- What is expected -
Once the pictures are set aside, reproduce all of the records exactly.

- Material shown -

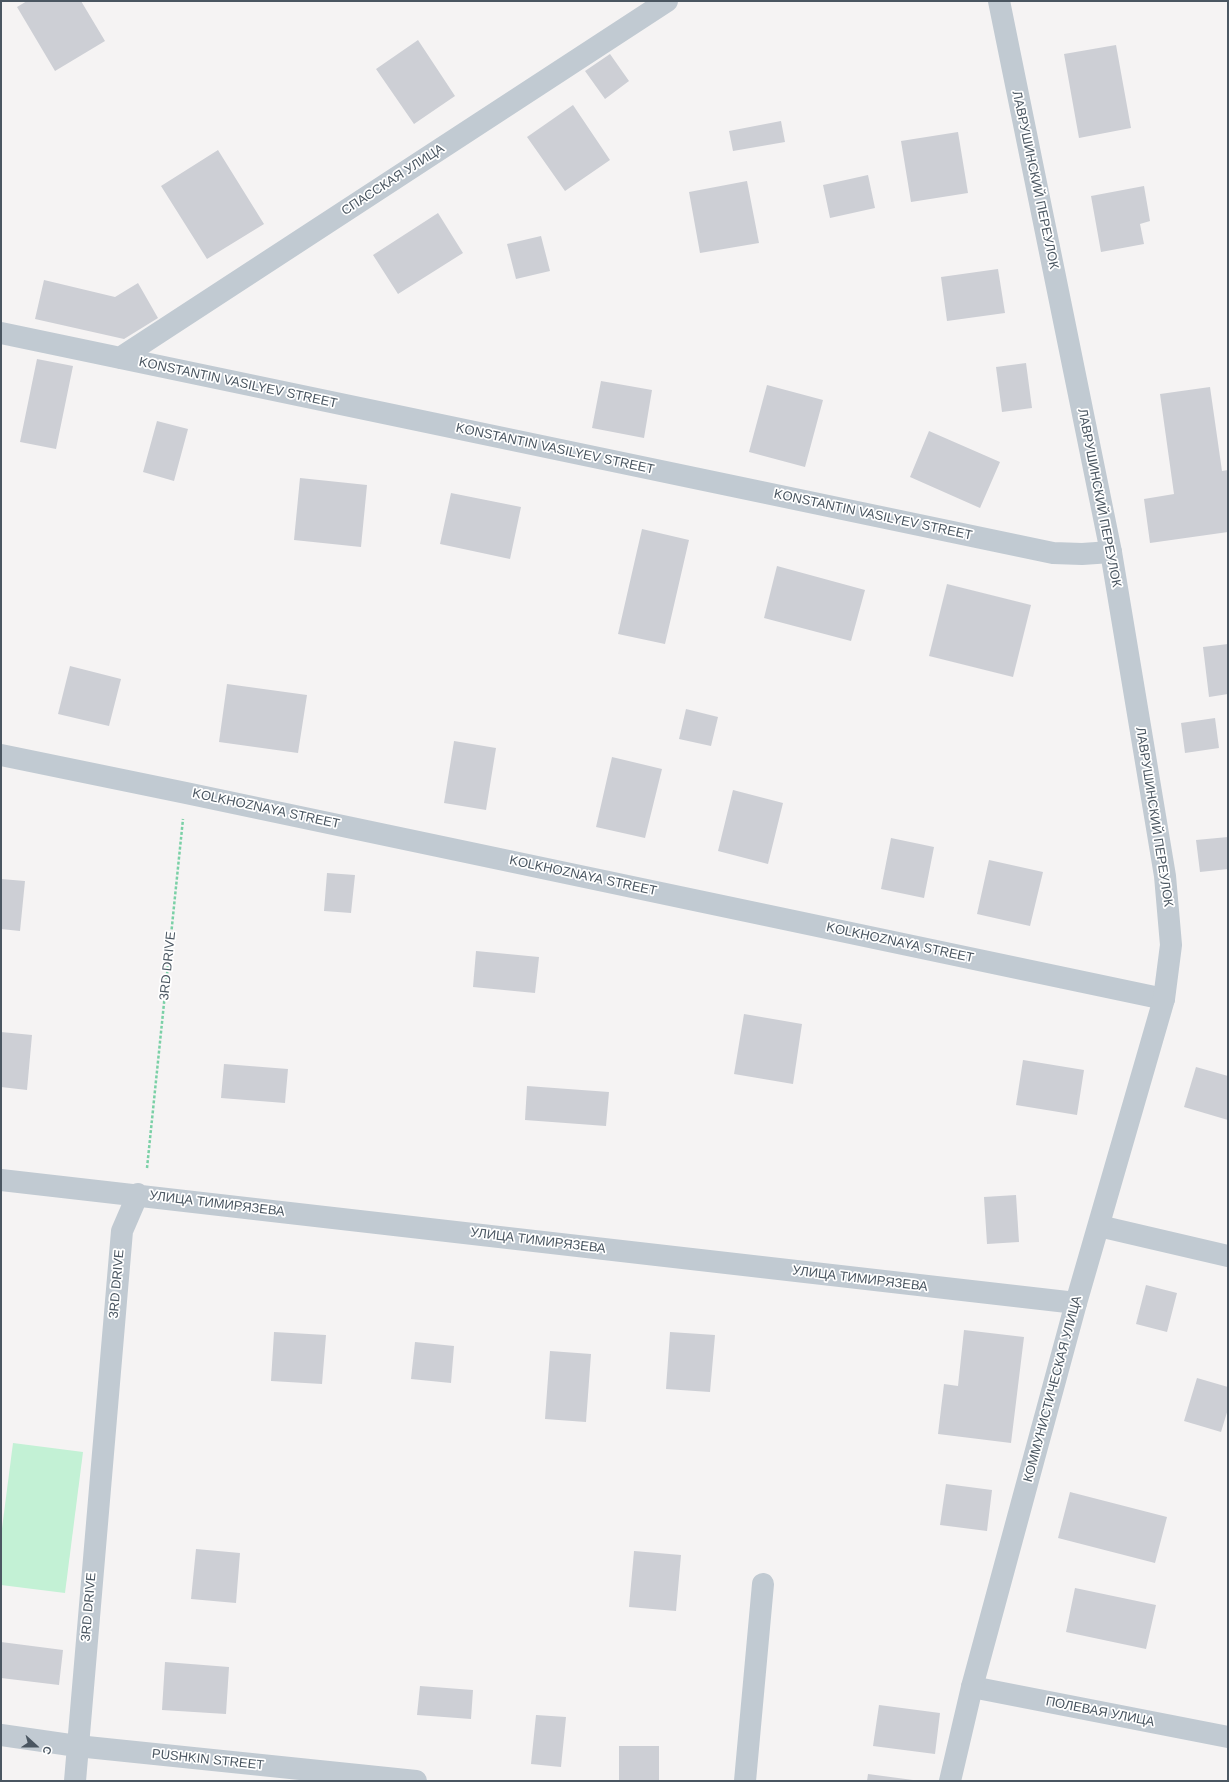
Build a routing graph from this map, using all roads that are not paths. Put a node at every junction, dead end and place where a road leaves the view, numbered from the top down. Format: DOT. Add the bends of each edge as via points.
graph roads {
  1 [pos="667,1"];
  2 [pos="999,1"];
  3 [pos="1,333"];
  4 [pos="120,358"];
  5 [pos="1111,552"];
  6 [pos="1,755"];
  7 [pos="1164,999"];
  8 [pos="1,1180"];
  9 [pos="138,1194"];
  10 [pos="1099,1226"];
  11 [pos="1228,1256"];
  12 [pos="1076,1303"];
  13 [pos="763,1584"];
  14 [pos="972,1687"];
  15 [pos="1,1736"];
  16 [pos="1228,1737"];
  17 [pos="77,1746"];
  18 [pos="75,1781"];
  19 [pos="416,1781"];
  20 [pos="745,1781"];
  21 [pos="950,1781"];
  1 -- 4 [label="street, СПАССКАЯ УЛИЦА"];
  2 -- 5 [label="street, ЛАВРУШИНСКИЙ ПЕРЕУЛОК"];
  3 -- 4 [label="street, KONSTANTIN VASILYEV STREET"];
  4 -- 5 [label="street, KONSTANTIN VASILYEV STREET" via="1053,553"];
  5 -- 7 [label="street, ЛАВРУШИНСКИЙ ПЕРЕУЛОК" via="1165,876 1171,944"];
  6 -- 7 [label="street, KOLKHOZNAYA STREET"];
  7 -- 10 [label="street, КОММУНИСТИЧЕСКАЯ УЛИЦА"];
  8 -- 9 [label="street, УЛИЦА ТИМИРЯЗЕВА"];
  9 -- 12 [label="street, УЛИЦА ТИМИРЯЗЕВА"];
  9 -- 17 [label="street, 3RD DRIVE" via="122,1231"];
  10 -- 11 [label="street"];
  10 -- 12 [label="street, КОММУНИСТИЧЕСКАЯ УЛИЦА"];
  12 -- 14 [label="street, КОММУНИСТИЧЕСКАЯ УЛИЦА"];
  13 -- 20 [label="street"];
  14 -- 16 [label="street, ПОЛЕВАЯ УЛИЦА"];
  14 -- 21 [label="street, КОММУНИСТИЧЕСКАЯ УЛИЦА"];
  15 -- 17 [label="street, PUSHKIN STREET"];
  17 -- 18 [label="street, 3RD DRIVE"];
  17 -- 19 [label="street, PUSHKIN STREET"];
}
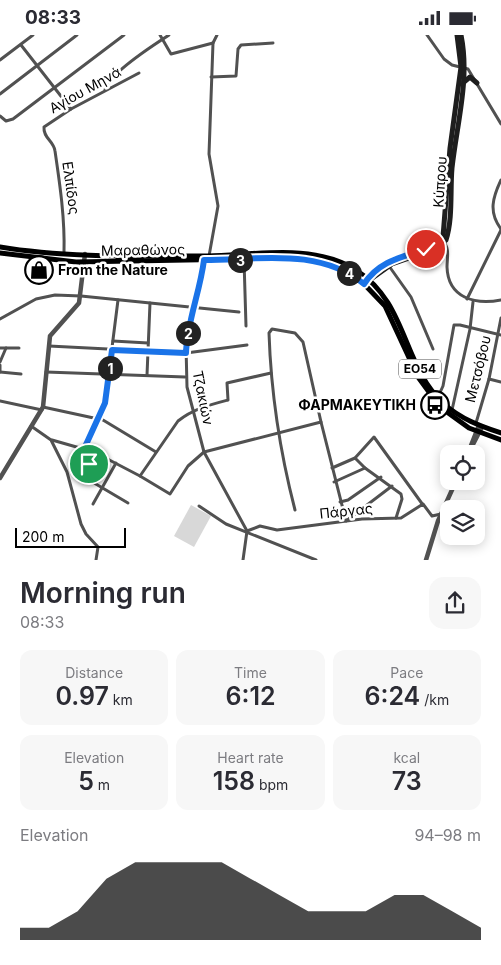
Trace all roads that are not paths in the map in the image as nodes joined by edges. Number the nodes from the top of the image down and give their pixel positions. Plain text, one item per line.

- Completed exercise -
Build a routing graph from this map, using all roads that are not paths. Put a node at every junction, dead end and place where a road leaves the view, numbered from the top down. Format: DOT. Add the bends of each edge as via points.
graph roads {
  1 [pos="667,1"];
  2 [pos="999,1"];
  3 [pos="1,333"];
  4 [pos="120,358"];
  5 [pos="1111,552"];
  6 [pos="1,755"];
  7 [pos="1164,999"];
  8 [pos="1,1180"];
  9 [pos="138,1194"];
  10 [pos="1099,1226"];
  11 [pos="1228,1256"];
  12 [pos="1076,1303"];
  13 [pos="763,1584"];
  14 [pos="972,1687"];
  15 [pos="1,1736"];
  16 [pos="1228,1737"];
  17 [pos="77,1746"];
  18 [pos="75,1781"];
  19 [pos="416,1781"];
  20 [pos="745,1781"];
  21 [pos="950,1781"];
  1 -- 4 [label="street, СПАССКАЯ УЛИЦА"];
  2 -- 5 [label="street, ЛАВРУШИНСКИЙ ПЕРЕУЛОК"];
  3 -- 4 [label="street, KONSTANTIN VASILYEV STREET"];
  4 -- 5 [label="street, KONSTANTIN VASILYEV STREET" via="1053,553"];
  5 -- 7 [label="street, ЛАВРУШИНСКИЙ ПЕРЕУЛОК" via="1165,876 1171,944"];
  6 -- 7 [label="street, KOLKHOZNAYA STREET"];
  7 -- 10 [label="street, КОММУНИСТИЧЕСКАЯ УЛИЦА"];
  8 -- 9 [label="street, УЛИЦА ТИМИРЯЗЕВА"];
  9 -- 12 [label="street, УЛИЦА ТИМИРЯЗЕВА"];
  9 -- 17 [label="street, 3RD DRIVE" via="122,1231"];
  10 -- 11 [label="street"];
  10 -- 12 [label="street, КОММУНИСТИЧЕСКАЯ УЛИЦА"];
  12 -- 14 [label="street, КОММУНИСТИЧЕСКАЯ УЛИЦА"];
  13 -- 20 [label="street"];
  14 -- 16 [label="street, ПОЛЕВАЯ УЛИЦА"];
  14 -- 21 [label="street, КОММУНИСТИЧЕСКАЯ УЛИЦА"];
  15 -- 17 [label="street, PUSHKIN STREET"];
  17 -- 18 [label="street, 3RD DRIVE"];
  17 -- 19 [label="street, PUSHKIN STREET"];
}
Trace all roads that are not paths in the map in the image as nodes joined by edges. Number the nodes from the top of the image down and give their pixel positions. Plain text, one item per line.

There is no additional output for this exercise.